Many types of stones are available such as basalt, marble, limestone, sandstone, quartzite, travertine, slate, gneiss, laterite, and granite, which can be used as construction materials. The stones used for building construction should be hard, durable, tough, and should be free from weathered soft patches of material, cracks, and other defects that are responsible for the reduction of strength and durability. Stones for construction purposes are obtained by quarrying from massive solid rocks.

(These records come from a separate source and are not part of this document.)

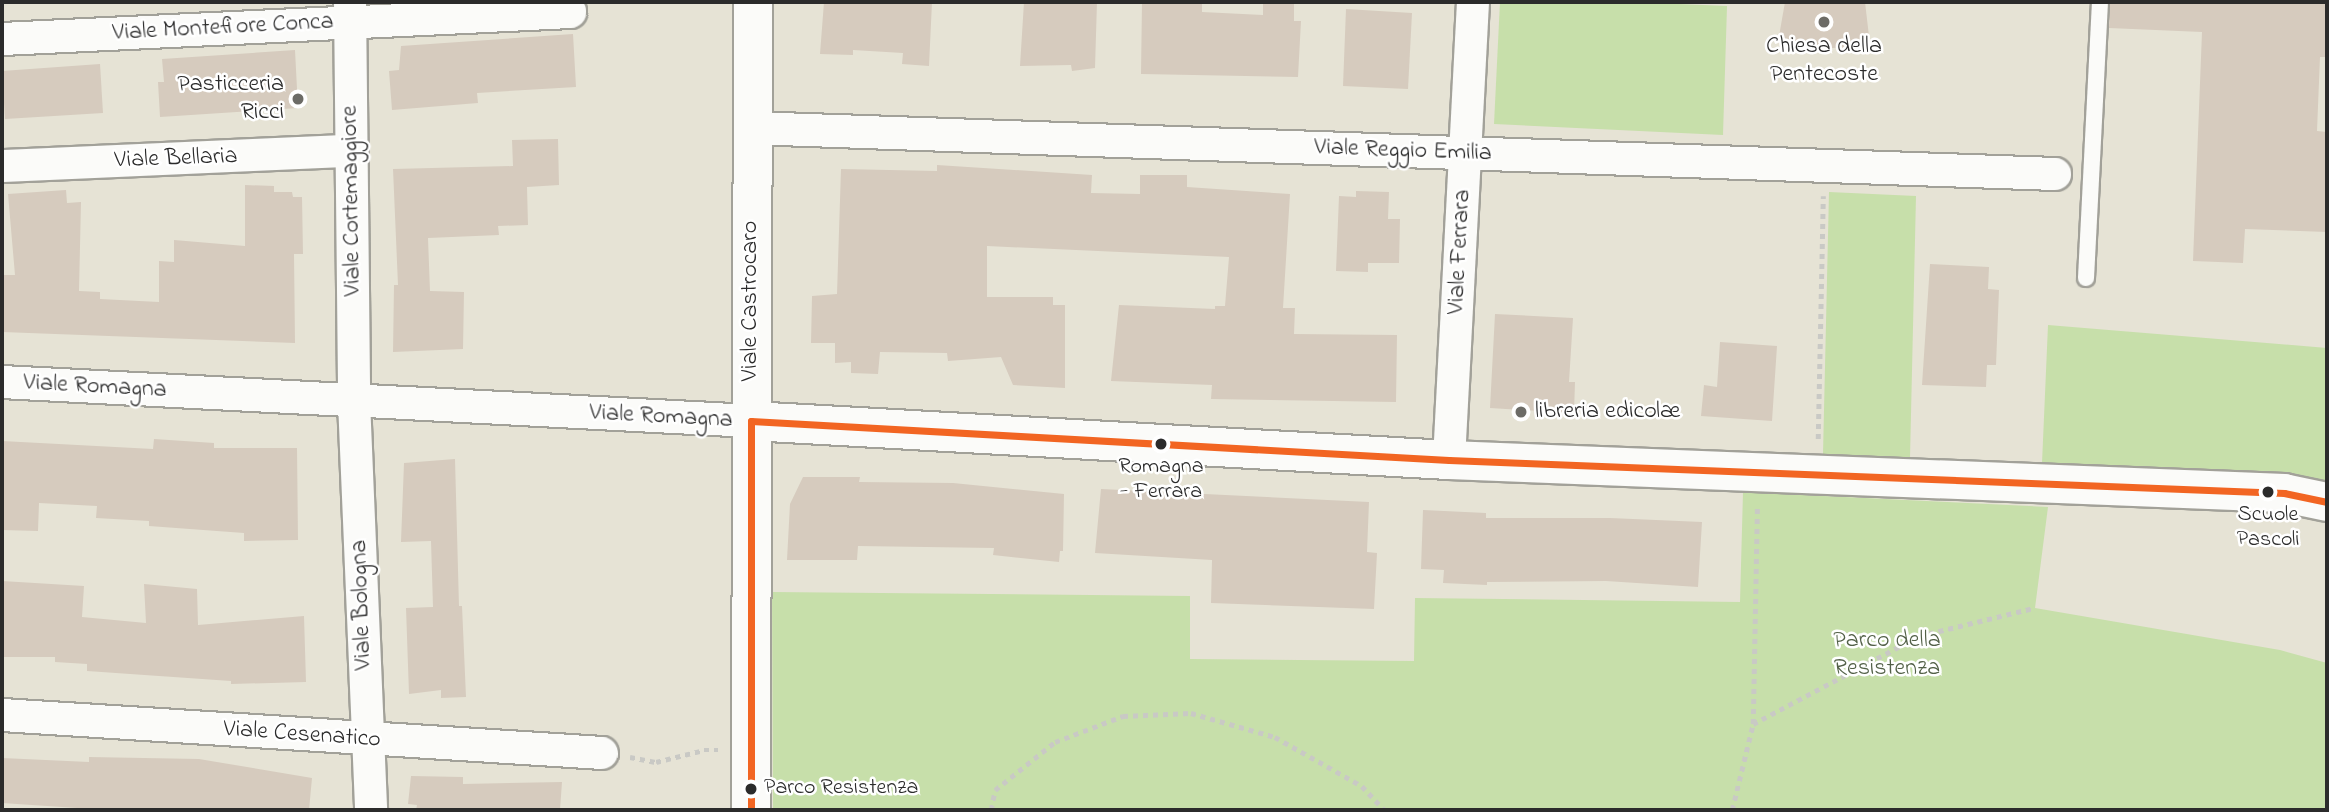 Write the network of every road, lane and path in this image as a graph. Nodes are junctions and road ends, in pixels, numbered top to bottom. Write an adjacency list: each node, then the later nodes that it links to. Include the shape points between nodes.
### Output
1 (752, 2): 7 (street, Viale Castrocaro)
2 (1473, 2): 9 (street, Viale Ferrara)
3 (2099, 2): 12 (lane)
4 (350, 12): 5 (street, Viale Montefiore Conca); 6 (street, Viale Montefiore Conca); 8 (street, Viale Cortemaggiore)
5 (570, 12)
6 (2, 38)
7 (751, 128): 9 (street, Viale Reggio Emilia); 16 (street, Viale Castrocaro)
8 (351, 151): 10 (street, Viale Bellaria); 15 (street, Viale Cortemaggiore)
9 (1465, 153): 11 (street, Viale Reggio Emilia); 17 (street, Viale Ferrara)
10 (2, 166)
11 (1824, 166): 12 (street, Viale Reggio Emilia); 19 (path)
12 (2073, 175): 13 (lane)
13 (2086, 278)
14 (2, 382): 15 (street, Viale Romagna)
15 (354, 401): 16 (street, Viale Romagna); 24 (street, Viale Bologna)
16 (751, 421): 17 (street, Viale Romagna); 25 (street, Viale Castrocaro)
17 (1449, 460): 18 (street, Viale Romagna)
18 (1757, 472): 19 (street, Viale Romagna); 23 (path)
19 (1817, 475): 20 (street, Viale Romagna)
20 (2327, 502)
21 (2034, 608): 23 (path, via 1919,636)
22 (2, 715): 24 (street, Viale Cesenatico)
23 (1753, 724): 31 (path)
24 (368, 739): 26 (street, Viale Cesenatico); 27 (street, Viale Bologna)
25 (751, 751): 26 (path, via 704,750 656,762); 28 (street, Viale Castrocaro)
26 (602, 753)
27 (371, 810)
28 (751, 810)
29 (991, 810): 30 (path, via 995,790 1055,742 1123,716 1191,713 1275,737 1362,786)
30 (1384, 810)
31 (1732, 810) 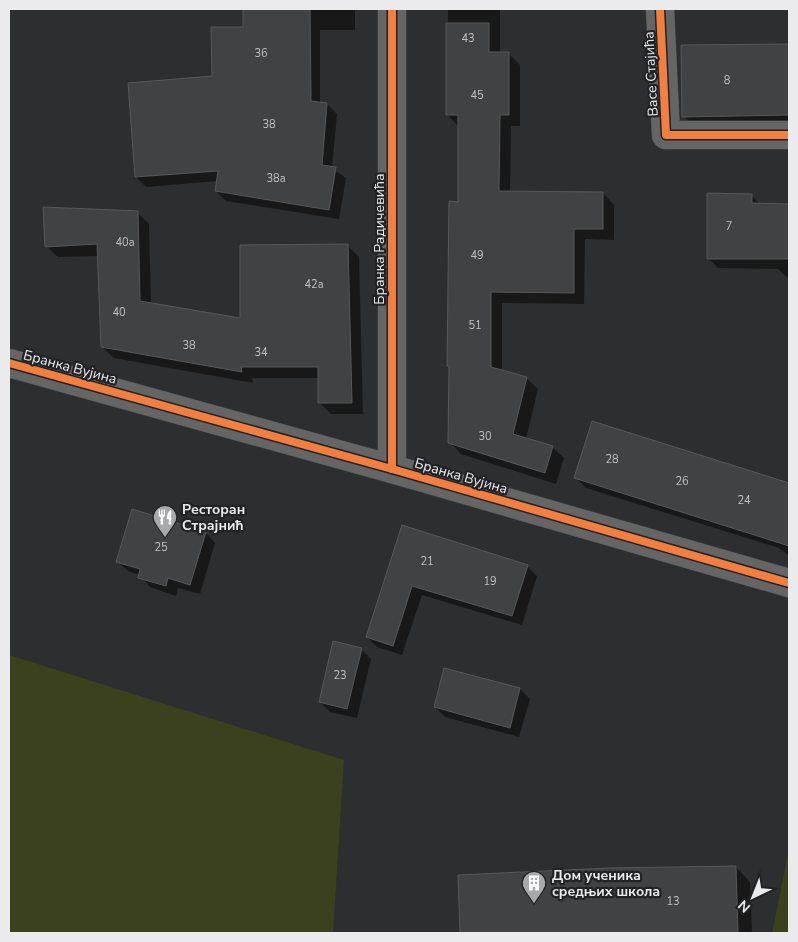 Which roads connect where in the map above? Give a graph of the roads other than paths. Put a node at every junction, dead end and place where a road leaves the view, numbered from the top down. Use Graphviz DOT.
graph roads {
  1 [pos="392,9"];
  2 [pos="660,9"];
  3 [pos="789,135"];
  4 [pos="9,363"];
  5 [pos="392,469"];
  6 [pos="789,583"];
  1 -- 5 [label="street, Бранка Радичевића"];
  2 -- 3 [label="street, Васе Стајића"];
  4 -- 5 [label="street, Бранка Вујина"];
  5 -- 6 [label="street, Бранка Вујина"];
} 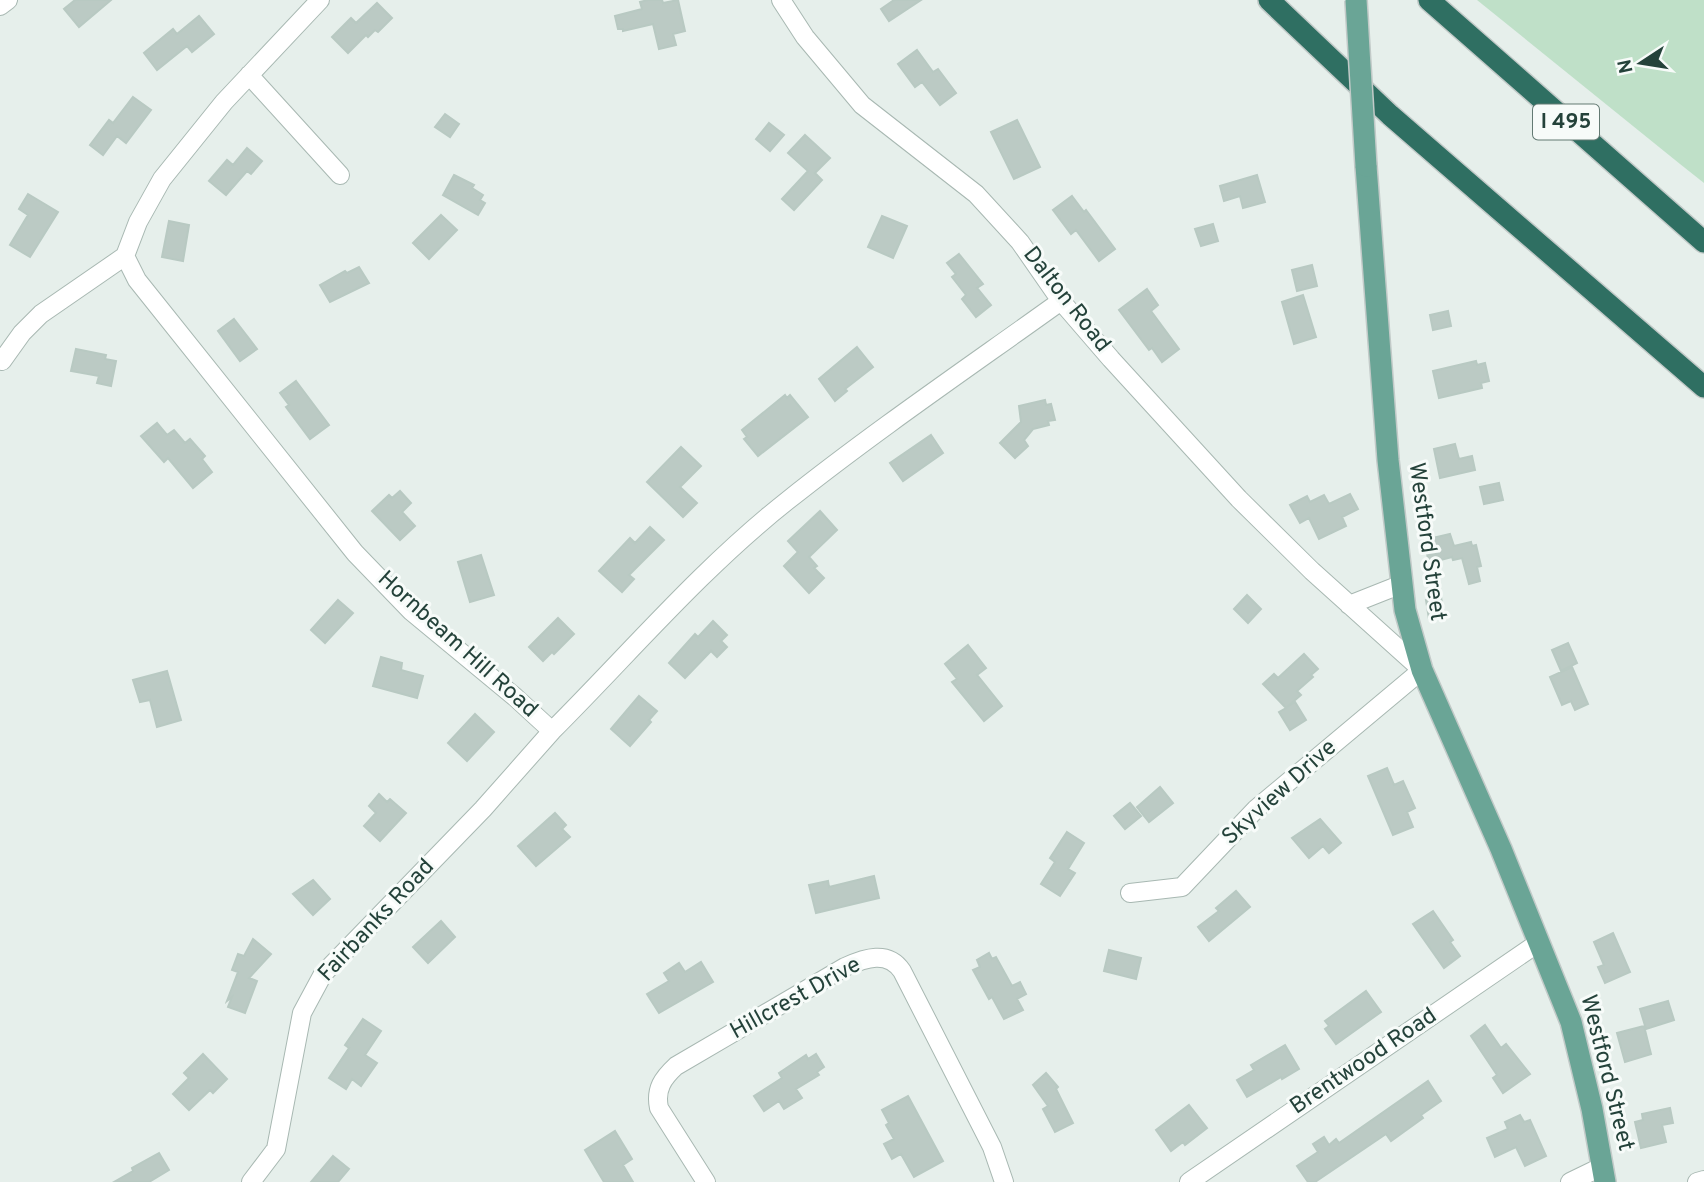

Each type of stone lends itself to various construction applications based on its properties. For instance, certain types like basalt and granite have superior characteristics like high compressive strength and durability and hence employed in major construction works. However, there are stones that their characteristic makes them suitable for minor construction works, for example, gneiss. So, stones are used as a building material and also for decorative purposes.

TYPES OF BUILDING STONES

Some of the common building stones which are used for different purposes in India are as follows:

GRANITE

It is a deep-seated igneous rock, which is hard, durable and available in various colours. It has a high value of crushing strength and is capable of bearing high weathering.

BASALT AND TRAP

They are originated from igneous rocks in the absence of pressure by the rapid cooling of the magma.

TRAP STONE

They have the same uses as granite. Deccan trap is a popular stone of this group in South India.

LIMESTONE

Limestone is used for flooring, roofing, pavements and as a base material for cement. It is found in Maharashtra, Andhra Pradesh, Punjab, Himachal Pradesh and Tamil Nadu.

SANDSTONE

This stone is another form of sedimentary rock formed by the action of mechanical sediments. It has a sandy structure which is low in strength and easy to dress.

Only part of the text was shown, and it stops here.